Within two weeks, Smith had a new job as legal director for the civil rights group Muslim Advocates and was writing reports for a successful court challenge to the ban, joining other former high-ranking Obama administration attorneys now fighting Trump.
Not surprisingly, Smith and some of his colleagues, political appointees of Democratic President Barack Obama, left the now Republican-run Justice Department. What’s unusual is how quickly they have signed up to be Trump’s adversaries.
Some Republican lawyers say they were less rushed to take on opposition roles after the election. George Terwilliger, a senior Justice Department official during George HW Bush’s presidency, described the actions of Obama’s lawyers as “unprecedented in my memory and really in bad shape.”

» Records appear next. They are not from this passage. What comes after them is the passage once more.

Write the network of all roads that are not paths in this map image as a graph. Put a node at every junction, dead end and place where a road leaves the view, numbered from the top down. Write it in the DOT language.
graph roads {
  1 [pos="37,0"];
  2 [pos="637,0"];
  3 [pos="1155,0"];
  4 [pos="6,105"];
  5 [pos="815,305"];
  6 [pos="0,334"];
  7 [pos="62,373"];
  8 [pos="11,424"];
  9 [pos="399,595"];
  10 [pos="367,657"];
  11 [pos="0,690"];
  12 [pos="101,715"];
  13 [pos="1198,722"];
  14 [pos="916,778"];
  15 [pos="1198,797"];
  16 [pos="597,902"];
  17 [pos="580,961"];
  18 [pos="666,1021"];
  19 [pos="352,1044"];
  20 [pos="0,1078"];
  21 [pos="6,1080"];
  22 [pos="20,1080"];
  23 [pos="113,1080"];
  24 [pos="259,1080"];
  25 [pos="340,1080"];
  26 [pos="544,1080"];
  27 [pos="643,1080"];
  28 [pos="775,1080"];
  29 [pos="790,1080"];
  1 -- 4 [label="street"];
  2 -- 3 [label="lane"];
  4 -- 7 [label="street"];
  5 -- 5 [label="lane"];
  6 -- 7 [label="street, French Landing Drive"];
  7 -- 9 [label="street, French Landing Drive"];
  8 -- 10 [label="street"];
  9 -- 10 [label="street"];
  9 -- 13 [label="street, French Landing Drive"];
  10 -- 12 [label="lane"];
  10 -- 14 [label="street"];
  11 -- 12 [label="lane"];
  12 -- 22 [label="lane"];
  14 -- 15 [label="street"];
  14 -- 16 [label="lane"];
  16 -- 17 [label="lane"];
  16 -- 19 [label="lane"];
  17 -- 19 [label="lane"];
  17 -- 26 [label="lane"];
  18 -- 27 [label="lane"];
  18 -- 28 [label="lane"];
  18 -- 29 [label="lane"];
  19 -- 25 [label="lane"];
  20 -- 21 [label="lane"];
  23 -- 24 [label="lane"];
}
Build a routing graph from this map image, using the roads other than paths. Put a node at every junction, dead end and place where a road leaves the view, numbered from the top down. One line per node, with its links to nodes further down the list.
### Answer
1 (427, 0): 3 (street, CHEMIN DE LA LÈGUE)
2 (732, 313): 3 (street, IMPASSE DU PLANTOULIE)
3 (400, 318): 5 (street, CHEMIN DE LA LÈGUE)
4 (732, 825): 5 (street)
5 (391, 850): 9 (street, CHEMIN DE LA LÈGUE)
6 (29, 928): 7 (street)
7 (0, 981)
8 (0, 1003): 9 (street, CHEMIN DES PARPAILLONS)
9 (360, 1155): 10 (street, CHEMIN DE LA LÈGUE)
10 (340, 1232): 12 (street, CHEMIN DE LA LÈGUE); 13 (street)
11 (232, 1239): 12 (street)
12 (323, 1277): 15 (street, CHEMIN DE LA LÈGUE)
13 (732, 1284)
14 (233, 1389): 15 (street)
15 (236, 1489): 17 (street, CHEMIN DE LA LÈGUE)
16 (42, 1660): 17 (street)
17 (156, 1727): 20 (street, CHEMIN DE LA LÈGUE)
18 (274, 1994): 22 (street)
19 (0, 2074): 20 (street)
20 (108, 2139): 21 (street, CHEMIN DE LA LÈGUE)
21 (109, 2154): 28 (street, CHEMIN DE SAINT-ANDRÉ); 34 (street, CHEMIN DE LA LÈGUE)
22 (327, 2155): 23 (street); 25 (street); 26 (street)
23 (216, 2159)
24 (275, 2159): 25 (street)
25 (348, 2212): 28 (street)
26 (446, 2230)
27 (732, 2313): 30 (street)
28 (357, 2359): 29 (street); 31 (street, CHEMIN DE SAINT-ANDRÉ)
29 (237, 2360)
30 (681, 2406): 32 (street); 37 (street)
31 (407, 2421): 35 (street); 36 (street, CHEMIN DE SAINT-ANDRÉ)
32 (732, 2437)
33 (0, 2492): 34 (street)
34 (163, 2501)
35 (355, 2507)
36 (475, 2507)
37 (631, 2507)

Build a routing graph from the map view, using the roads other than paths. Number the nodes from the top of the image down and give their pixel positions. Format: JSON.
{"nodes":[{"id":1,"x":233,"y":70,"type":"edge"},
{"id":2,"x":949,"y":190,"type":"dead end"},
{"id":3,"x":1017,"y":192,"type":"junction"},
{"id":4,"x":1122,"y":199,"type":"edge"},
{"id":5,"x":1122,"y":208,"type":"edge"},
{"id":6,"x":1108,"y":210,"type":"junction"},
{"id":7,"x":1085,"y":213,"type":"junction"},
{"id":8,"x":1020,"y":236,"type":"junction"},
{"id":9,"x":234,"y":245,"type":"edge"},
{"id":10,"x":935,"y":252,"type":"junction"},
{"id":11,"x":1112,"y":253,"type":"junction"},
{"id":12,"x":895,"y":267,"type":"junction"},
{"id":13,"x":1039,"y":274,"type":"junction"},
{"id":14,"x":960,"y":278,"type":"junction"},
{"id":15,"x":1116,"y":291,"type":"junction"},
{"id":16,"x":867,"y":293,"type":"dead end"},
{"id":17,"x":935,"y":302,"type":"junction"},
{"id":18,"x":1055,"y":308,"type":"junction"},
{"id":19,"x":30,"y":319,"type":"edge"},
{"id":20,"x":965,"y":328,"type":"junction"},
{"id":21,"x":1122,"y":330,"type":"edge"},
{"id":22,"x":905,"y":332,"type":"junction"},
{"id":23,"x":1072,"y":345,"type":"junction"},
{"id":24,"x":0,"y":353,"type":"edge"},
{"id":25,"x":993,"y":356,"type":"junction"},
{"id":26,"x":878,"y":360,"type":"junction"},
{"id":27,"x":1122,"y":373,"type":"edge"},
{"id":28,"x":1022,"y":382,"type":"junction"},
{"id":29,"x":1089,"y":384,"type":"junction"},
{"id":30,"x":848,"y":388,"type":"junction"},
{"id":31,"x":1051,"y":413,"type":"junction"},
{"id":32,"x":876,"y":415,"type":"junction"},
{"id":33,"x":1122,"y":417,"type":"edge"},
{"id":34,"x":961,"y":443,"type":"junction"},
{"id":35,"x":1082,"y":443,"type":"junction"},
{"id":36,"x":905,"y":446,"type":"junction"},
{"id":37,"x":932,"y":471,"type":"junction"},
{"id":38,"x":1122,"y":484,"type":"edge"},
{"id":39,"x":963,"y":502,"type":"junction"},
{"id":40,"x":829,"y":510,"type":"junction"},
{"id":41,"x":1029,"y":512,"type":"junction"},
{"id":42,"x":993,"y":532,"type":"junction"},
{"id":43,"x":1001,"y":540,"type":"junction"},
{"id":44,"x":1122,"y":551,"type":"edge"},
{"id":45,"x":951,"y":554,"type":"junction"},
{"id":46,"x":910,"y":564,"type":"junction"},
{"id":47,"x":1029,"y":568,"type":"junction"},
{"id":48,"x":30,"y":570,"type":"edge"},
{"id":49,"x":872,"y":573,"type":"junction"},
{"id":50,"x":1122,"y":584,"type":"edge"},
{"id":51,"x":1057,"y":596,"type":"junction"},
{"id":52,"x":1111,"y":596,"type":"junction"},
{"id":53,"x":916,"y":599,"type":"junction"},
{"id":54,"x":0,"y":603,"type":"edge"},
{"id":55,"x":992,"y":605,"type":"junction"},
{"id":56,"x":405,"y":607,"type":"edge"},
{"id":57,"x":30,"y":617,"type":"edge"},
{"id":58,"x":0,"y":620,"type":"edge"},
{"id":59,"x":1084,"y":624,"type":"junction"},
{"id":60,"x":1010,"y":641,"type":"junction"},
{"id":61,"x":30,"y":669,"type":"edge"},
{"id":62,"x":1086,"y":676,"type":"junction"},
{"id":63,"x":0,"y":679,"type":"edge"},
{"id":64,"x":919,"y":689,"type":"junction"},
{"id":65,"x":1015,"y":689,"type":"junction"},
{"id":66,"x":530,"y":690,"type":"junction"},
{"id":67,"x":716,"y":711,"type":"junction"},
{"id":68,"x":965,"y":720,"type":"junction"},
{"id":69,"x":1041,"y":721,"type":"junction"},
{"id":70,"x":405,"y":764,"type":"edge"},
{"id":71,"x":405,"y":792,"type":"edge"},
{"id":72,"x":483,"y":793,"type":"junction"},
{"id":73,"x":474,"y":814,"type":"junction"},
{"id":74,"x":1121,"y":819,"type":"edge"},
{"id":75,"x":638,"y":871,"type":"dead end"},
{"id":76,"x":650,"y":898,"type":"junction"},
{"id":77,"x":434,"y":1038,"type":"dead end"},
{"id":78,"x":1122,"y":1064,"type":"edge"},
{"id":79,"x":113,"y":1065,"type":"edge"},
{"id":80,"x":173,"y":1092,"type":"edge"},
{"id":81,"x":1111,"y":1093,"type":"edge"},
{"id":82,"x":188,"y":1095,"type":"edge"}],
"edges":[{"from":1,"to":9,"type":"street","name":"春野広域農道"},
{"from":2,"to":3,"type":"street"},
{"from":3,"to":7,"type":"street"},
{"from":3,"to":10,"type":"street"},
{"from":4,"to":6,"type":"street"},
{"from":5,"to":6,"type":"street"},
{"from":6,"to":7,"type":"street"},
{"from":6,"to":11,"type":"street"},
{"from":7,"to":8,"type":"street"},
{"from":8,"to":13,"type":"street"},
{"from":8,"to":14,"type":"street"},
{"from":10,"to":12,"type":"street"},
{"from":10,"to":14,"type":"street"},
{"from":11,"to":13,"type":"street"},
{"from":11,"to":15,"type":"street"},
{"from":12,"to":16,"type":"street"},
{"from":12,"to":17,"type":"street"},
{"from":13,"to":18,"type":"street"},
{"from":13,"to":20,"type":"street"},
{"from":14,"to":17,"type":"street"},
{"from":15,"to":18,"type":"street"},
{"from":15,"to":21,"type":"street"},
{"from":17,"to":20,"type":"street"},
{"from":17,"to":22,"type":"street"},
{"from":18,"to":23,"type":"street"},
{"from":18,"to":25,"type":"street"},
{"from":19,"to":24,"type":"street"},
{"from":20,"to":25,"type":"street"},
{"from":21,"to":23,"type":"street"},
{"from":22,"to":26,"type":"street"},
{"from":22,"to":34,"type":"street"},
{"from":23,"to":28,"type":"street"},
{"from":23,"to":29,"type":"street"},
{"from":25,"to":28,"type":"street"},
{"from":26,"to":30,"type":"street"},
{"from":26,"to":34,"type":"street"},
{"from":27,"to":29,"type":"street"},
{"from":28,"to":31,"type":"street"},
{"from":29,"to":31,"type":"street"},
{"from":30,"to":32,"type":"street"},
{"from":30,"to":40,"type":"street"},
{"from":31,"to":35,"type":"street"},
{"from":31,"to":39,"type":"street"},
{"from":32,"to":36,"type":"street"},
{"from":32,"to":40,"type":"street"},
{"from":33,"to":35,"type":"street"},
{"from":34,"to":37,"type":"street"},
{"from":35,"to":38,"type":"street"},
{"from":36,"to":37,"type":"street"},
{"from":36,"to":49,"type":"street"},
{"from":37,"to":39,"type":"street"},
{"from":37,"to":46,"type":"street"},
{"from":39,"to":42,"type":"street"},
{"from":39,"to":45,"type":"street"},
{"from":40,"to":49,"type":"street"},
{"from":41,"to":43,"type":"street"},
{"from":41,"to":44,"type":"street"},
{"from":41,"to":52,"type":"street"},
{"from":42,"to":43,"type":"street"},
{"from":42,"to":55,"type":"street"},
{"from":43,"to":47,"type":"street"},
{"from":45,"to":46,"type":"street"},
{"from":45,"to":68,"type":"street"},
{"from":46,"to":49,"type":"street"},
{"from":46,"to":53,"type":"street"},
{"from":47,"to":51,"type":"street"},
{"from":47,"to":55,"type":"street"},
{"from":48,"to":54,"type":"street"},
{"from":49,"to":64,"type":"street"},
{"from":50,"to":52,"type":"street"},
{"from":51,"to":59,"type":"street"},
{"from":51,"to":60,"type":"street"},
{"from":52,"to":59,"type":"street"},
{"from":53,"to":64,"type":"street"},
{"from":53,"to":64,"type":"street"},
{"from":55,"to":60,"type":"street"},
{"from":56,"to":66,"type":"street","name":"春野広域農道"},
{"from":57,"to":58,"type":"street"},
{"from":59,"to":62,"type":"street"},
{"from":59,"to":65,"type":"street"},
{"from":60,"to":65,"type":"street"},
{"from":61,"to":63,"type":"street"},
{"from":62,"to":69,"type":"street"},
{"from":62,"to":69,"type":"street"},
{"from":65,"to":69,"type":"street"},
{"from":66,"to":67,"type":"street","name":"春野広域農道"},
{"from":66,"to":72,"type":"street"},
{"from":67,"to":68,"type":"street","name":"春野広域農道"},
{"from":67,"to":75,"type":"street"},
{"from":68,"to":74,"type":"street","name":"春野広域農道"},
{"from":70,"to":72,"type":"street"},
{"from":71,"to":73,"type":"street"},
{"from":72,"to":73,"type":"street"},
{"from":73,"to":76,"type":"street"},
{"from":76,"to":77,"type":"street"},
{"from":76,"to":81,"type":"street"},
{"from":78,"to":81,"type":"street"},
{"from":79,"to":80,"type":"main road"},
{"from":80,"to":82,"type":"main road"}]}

One reason for the swift actions by Obama’s lawyers, some said, was Trump’s aggressive use of executive authority from day one, which was guaranteed to attract legal challenges.
Obama faced legal fights for the executive branch and some of his opponents were former attorneys for President George W. Bush, on issues such as immigration and Obamacare. But those came later in the Obama presidency.
In addition to Smith, other attorneys who have jumped into the fray include former Attorney General Eric Holder, who is advising the California legislature in challenging Trump on immigration, environmental regulations and health care; and former Acting Attorney General Neal Katyal, who is helping Hawaii challenge Trump’s revised travel ban.
Influential Manhattan prosecutor Preet Bharara and 45 other Obama-era US prosecutors were out of work after the Trump administration asked them to resign on Friday.
Many of Obama’s lawyers keep in touch, but reject the idea, offered by some Republicans, that Obama is behind the resistance efforts. Some of the lawyers attribute his rapid transition to Trump’s hard-line positions on key issues and ethical concerns about his presidency and his business interests.
“There is a unique threat to our democracy and Constitution that we see in the assault that the president is mounting against the Muslim community,” said Smith, who worked on religious discrimination issues at the Justice Department.
Norman Eisen, who was Obama’s top ethics lawyer and later ambassador to the Czech Republic, hoped to focus on his work in a think tank after Trump’s election. But instead, he said, “the ethical emergence of constitutional dimensions has propelled me back to my initial role as Obama.”
Eisen now also chairs Citizens for Responsibility and Ethics in Washington, a watchdog group he co-founded. The group has already sued Trump for alleged ethical violations.
Others appointed by Obama who will take on Trump include former White House attorney Ian Bassin, who founded United to Protect Democracy, a new group investigating Trump on ethics; and James Cadogan, who worked with Smith at the Justice Department, and is now at the NAACP’s Legal Defense and Education Fund, a civil rights group already at odds with the new administration.
Some career government attorneys, who are not political appointees and typically do not resign in power changes, have also resigned to oppose Trump. One is Sharon McGowan, who worked on LGBT issues at the Justice Department.
On the opening day, she was offered a job as a strategy director at Lambda Legal, an LGBT advocacy group. McGowan said he decided to leave justice when Trump appointed Jeff Sessions, a hardline conservative senator from Alabama, as attorney general.
That was a “game changer,” he said. “I knew I would have no chance of preserving what I’ve been working so hard on.”